We have good news and bad news. The bad news is that the rate of change is ever-increasing in all aspects of human life–from our bodies to our planet–and we will never return to the old normal. The good news is that this is the process by which life advantages to higher levels of organisation and intelligence.

This poem was originally published in Star*Line, one of the two magazines of the Science Fiction and Fantasy Poetry Association (SFPA). The other magazine is Eye to the Telescope (ETTT).

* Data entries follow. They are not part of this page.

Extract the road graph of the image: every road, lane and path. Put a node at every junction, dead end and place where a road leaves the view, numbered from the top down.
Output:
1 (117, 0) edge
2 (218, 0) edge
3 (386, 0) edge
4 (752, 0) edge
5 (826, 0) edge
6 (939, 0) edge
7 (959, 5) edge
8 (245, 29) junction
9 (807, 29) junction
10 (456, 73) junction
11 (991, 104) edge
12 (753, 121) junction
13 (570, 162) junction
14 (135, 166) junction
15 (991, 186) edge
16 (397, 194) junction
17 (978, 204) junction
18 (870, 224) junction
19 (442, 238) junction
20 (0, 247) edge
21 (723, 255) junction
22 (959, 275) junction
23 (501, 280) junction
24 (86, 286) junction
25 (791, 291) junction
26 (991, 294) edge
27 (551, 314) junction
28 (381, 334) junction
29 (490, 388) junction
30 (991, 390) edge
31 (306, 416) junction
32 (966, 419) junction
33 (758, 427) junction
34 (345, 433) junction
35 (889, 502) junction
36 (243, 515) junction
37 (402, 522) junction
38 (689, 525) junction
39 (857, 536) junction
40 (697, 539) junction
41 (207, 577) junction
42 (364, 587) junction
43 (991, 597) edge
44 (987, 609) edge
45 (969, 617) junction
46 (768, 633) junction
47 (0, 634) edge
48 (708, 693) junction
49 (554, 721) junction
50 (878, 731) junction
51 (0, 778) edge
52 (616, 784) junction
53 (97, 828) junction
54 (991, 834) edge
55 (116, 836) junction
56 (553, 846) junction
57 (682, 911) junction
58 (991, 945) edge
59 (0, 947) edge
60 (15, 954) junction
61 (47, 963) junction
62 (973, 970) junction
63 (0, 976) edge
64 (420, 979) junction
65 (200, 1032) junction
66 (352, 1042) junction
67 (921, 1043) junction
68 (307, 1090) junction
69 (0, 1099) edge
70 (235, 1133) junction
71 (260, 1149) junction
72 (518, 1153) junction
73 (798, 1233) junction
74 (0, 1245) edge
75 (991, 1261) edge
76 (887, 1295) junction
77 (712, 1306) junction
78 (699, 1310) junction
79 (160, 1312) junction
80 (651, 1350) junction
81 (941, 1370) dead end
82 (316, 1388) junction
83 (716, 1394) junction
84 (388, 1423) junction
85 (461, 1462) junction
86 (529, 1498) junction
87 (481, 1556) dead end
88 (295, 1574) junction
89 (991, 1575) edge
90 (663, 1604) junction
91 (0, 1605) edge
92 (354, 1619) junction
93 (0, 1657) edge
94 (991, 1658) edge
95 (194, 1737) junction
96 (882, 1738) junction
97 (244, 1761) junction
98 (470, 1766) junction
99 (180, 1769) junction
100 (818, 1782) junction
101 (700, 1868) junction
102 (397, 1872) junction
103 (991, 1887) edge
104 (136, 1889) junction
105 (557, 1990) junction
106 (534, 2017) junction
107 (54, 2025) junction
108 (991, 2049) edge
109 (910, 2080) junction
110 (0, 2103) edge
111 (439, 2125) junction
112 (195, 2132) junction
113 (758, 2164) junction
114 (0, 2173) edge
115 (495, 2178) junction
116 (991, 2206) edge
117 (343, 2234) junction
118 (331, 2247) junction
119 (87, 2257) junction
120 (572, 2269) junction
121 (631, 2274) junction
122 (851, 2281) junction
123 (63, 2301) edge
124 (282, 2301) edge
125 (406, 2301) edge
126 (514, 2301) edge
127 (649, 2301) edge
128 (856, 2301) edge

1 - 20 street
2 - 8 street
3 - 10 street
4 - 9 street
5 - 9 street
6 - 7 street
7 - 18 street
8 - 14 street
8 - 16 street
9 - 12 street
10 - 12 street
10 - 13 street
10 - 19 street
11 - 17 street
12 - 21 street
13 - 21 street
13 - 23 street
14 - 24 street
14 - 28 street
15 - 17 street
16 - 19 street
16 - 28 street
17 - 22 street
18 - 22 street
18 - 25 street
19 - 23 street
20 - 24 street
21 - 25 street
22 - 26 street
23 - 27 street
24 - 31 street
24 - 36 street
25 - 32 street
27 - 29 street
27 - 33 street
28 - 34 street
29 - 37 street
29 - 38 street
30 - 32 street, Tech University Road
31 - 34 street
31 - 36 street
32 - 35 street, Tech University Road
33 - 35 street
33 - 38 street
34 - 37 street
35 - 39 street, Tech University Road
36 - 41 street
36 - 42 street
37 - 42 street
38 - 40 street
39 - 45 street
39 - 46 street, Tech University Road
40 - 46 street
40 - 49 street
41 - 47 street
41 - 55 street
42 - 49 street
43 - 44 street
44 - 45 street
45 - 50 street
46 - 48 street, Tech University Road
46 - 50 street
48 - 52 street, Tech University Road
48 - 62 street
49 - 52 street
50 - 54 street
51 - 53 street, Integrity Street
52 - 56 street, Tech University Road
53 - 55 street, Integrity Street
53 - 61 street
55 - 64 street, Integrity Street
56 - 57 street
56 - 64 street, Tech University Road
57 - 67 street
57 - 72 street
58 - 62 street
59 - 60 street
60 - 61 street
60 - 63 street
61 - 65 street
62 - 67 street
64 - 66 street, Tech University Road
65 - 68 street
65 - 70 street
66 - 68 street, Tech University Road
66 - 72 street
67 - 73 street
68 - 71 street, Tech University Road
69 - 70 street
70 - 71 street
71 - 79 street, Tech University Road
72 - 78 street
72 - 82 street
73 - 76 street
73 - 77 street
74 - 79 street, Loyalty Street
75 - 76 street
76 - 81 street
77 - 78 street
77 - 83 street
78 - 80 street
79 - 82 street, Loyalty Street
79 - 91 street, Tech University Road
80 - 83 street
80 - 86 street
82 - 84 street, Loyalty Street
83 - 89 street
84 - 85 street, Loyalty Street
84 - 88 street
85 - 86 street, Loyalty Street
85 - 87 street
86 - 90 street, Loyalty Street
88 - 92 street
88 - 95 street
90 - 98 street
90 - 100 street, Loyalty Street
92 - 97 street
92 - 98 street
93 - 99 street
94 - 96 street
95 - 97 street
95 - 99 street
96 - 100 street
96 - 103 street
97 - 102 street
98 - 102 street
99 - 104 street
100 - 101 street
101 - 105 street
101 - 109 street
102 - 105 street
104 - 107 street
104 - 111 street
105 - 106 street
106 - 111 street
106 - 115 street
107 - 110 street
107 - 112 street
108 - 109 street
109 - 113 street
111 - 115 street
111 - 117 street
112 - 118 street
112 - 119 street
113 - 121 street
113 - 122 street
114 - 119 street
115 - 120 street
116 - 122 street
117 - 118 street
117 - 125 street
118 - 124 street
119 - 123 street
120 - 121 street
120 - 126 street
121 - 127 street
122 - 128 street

The poem rhymes and is written in iambics; but the rhymes are not structured to a pattern, and the lines are of uneven length. This casual form is used by Matthew Arnold and T.S. Eliot among others, in some of my favourite poems such as A Summer Night (I have always loved the three paragraphs beginning with:

For most men in a brazen prison live,
Where, in the sun’s hot eye,
With heads bent o’er their toil, they languidly
Their lives to some unmeaning taskwork give,
Dreaming of naught beyond their prison wall.
)

and The Love Song of J. Alfred Prufrock. The form doesn’t have the musicality of more regular forms like the sonnet or limerick, but it provides all the memorising strength of rhythm and rhyme within a more conversational flow, and facilitates different lengths of thought including, if wanted, a punchline.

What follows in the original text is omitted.